▸ YOUR INSTRUCTIONS: Images excluded, return every record exactly as it reads.

▸ THE INPUT:
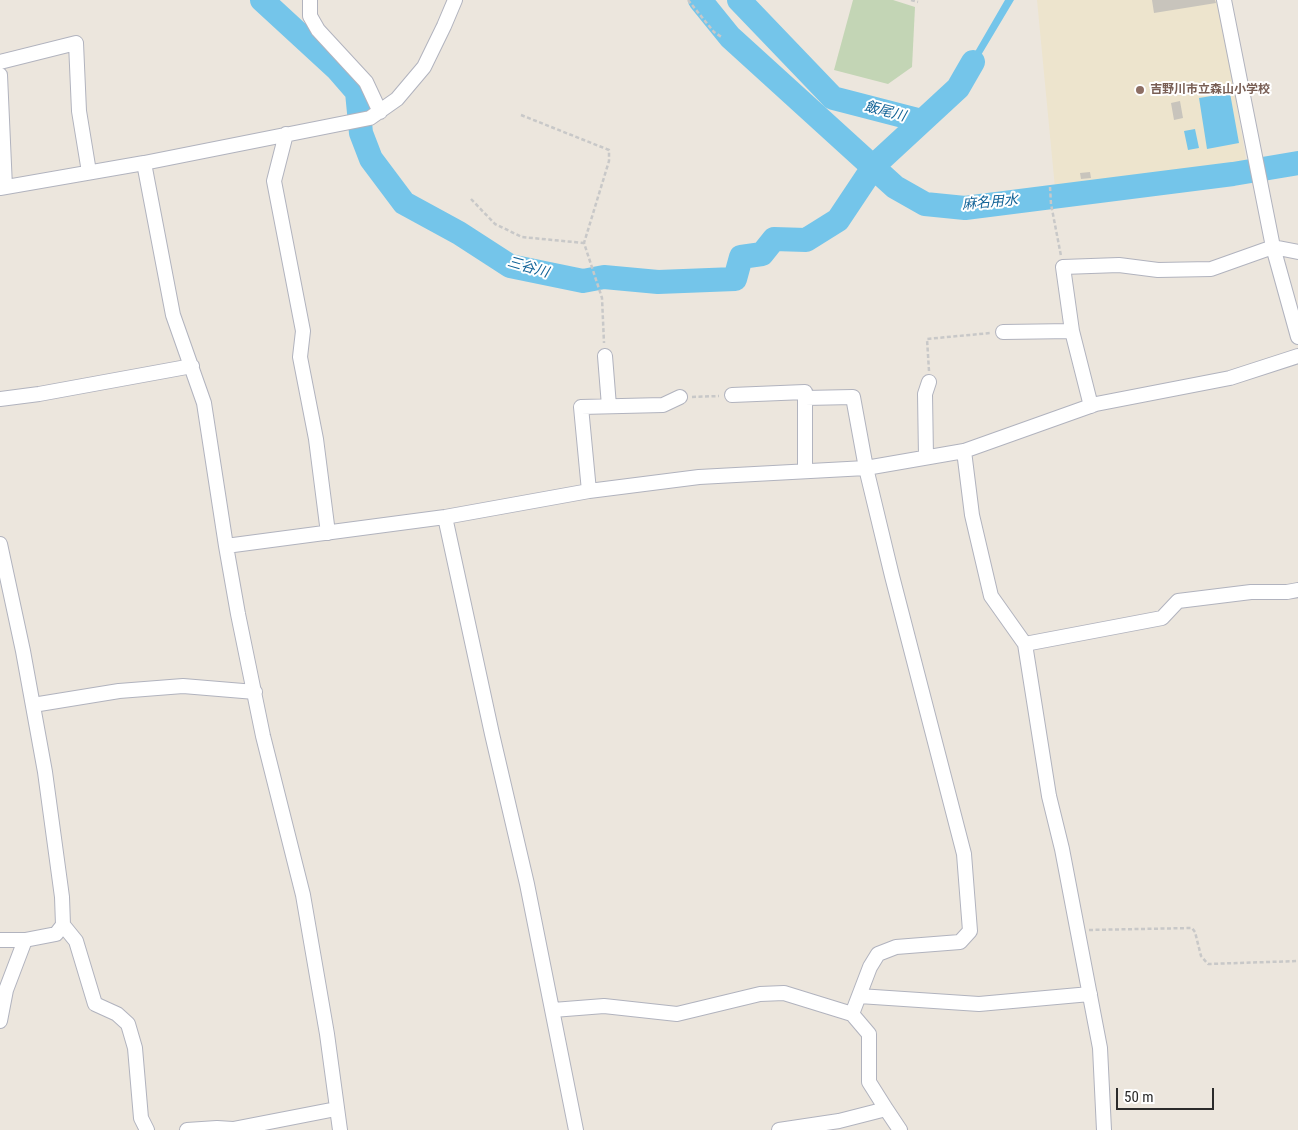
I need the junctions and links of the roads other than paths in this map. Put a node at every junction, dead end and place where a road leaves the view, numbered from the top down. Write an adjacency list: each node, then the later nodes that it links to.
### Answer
1 (310, 0): 6 (street)
2 (455, 0): 6 (street)
3 (1224, 0): 11 (street)
4 (0, 62): 9 (street)
5 (0, 76): 10 (street)
6 (375, 115): 7 (street)
7 (286, 134): 8 (street); 32 (street)
8 (144, 163): 9 (street); 18 (street)
9 (89, 172): 10 (street)
10 (3, 188)
11 (1273, 248): 12 (street); 13 (street); 15 (street)
12 (1298, 252)
13 (1072, 331): 14 (street); 25 (street)
14 (1003, 332)
15 (1298, 337)
16 (605, 356): 24 (street)
17 (1298, 356): 25 (street)
18 (192, 366): 23 (street); 34 (street)
19 (929, 382): 27 (street)
20 (732, 395): 22 (street)
21 (680, 398): 24 (street)
22 (805, 398): 28 (street); 29 (street)
23 (0, 400)
24 (609, 406): 30 (street)
25 (1091, 406): 26 (street)
26 (964, 451): 27 (street); 36 (street)
27 (926, 457): 28 (street)
28 (866, 468): 29 (street); 43 (street)
29 (805, 471): 30 (street)
30 (589, 491): 31 (street)
31 (444, 517): 32 (street); 44 (street)
32 (328, 533): 34 (street)
33 (0, 544): 38 (street)
34 (226, 546): 37 (street)
35 (1298, 590): 36 (street)
36 (1025, 644): 42 (street)
37 (255, 692): 38 (street); 47 (street)
38 (33, 705): 39 (street)
39 (63, 925): 41 (street); 49 (street)
40 (0, 940): 41 (street)
41 (25, 940): 46 (street)
42 (1090, 994): 43 (street); 55 (street)
43 (859, 996): 45 (street)
44 (553, 1010): 45 (street); 52 (street)
45 (852, 1014): 48 (street)
46 (0, 1021)
47 (336, 1109): 50 (street); 51 (street)
48 (886, 1109): 53 (street); 54 (street)
49 (147, 1130)
50 (188, 1130)
51 (340, 1130)
52 (576, 1130)
53 (779, 1130)
54 (900, 1130)
55 (1104, 1130)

▸ TASK RESPONSE:
I need the junctions and links of the roads other than paths in this map. Put a node at every junction, dead end and place where a road leaves the view, numbered from the top down. Write an adjacency list: each node, then the later nodes that it links to.
### Answer
1 (310, 0): 6 (street)
2 (455, 0): 6 (street)
3 (1224, 0): 11 (street)
4 (0, 62): 9 (street)
5 (0, 76): 10 (street)
6 (375, 115): 7 (street)
7 (286, 134): 8 (street); 32 (street)
8 (144, 163): 9 (street); 18 (street)
9 (89, 172): 10 (street)
10 (3, 188)
11 (1273, 248): 12 (street); 13 (street); 15 (street)
12 (1298, 252)
13 (1072, 331): 14 (street); 25 (street)
14 (1003, 332)
15 (1298, 337)
16 (605, 356): 24 (street)
17 (1298, 356): 25 (street)
18 (192, 366): 23 (street); 34 (street)
19 (929, 382): 27 (street)
20 (732, 395): 22 (street)
21 (680, 398): 24 (street)
22 (805, 398): 28 (street); 29 (street)
23 (0, 400)
24 (609, 406): 30 (street)
25 (1091, 406): 26 (street)
26 (964, 451): 27 (street); 36 (street)
27 (926, 457): 28 (street)
28 (866, 468): 29 (street); 43 (street)
29 (805, 471): 30 (street)
30 (589, 491): 31 (street)
31 (444, 517): 32 (street); 44 (street)
32 (328, 533): 34 (street)
33 (0, 544): 38 (street)
34 (226, 546): 37 (street)
35 (1298, 590): 36 (street)
36 (1025, 644): 42 (street)
37 (255, 692): 38 (street); 47 (street)
38 (33, 705): 39 (street)
39 (63, 925): 41 (street); 49 (street)
40 (0, 940): 41 (street)
41 (25, 940): 46 (street)
42 (1090, 994): 43 (street); 55 (street)
43 (859, 996): 45 (street)
44 (553, 1010): 45 (street); 52 (street)
45 (852, 1014): 48 (street)
46 (0, 1021)
47 (336, 1109): 50 (street); 51 (street)
48 (886, 1109): 53 (street); 54 (street)
49 (147, 1130)
50 (188, 1130)
51 (340, 1130)
52 (576, 1130)
53 (779, 1130)
54 (900, 1130)
55 (1104, 1130)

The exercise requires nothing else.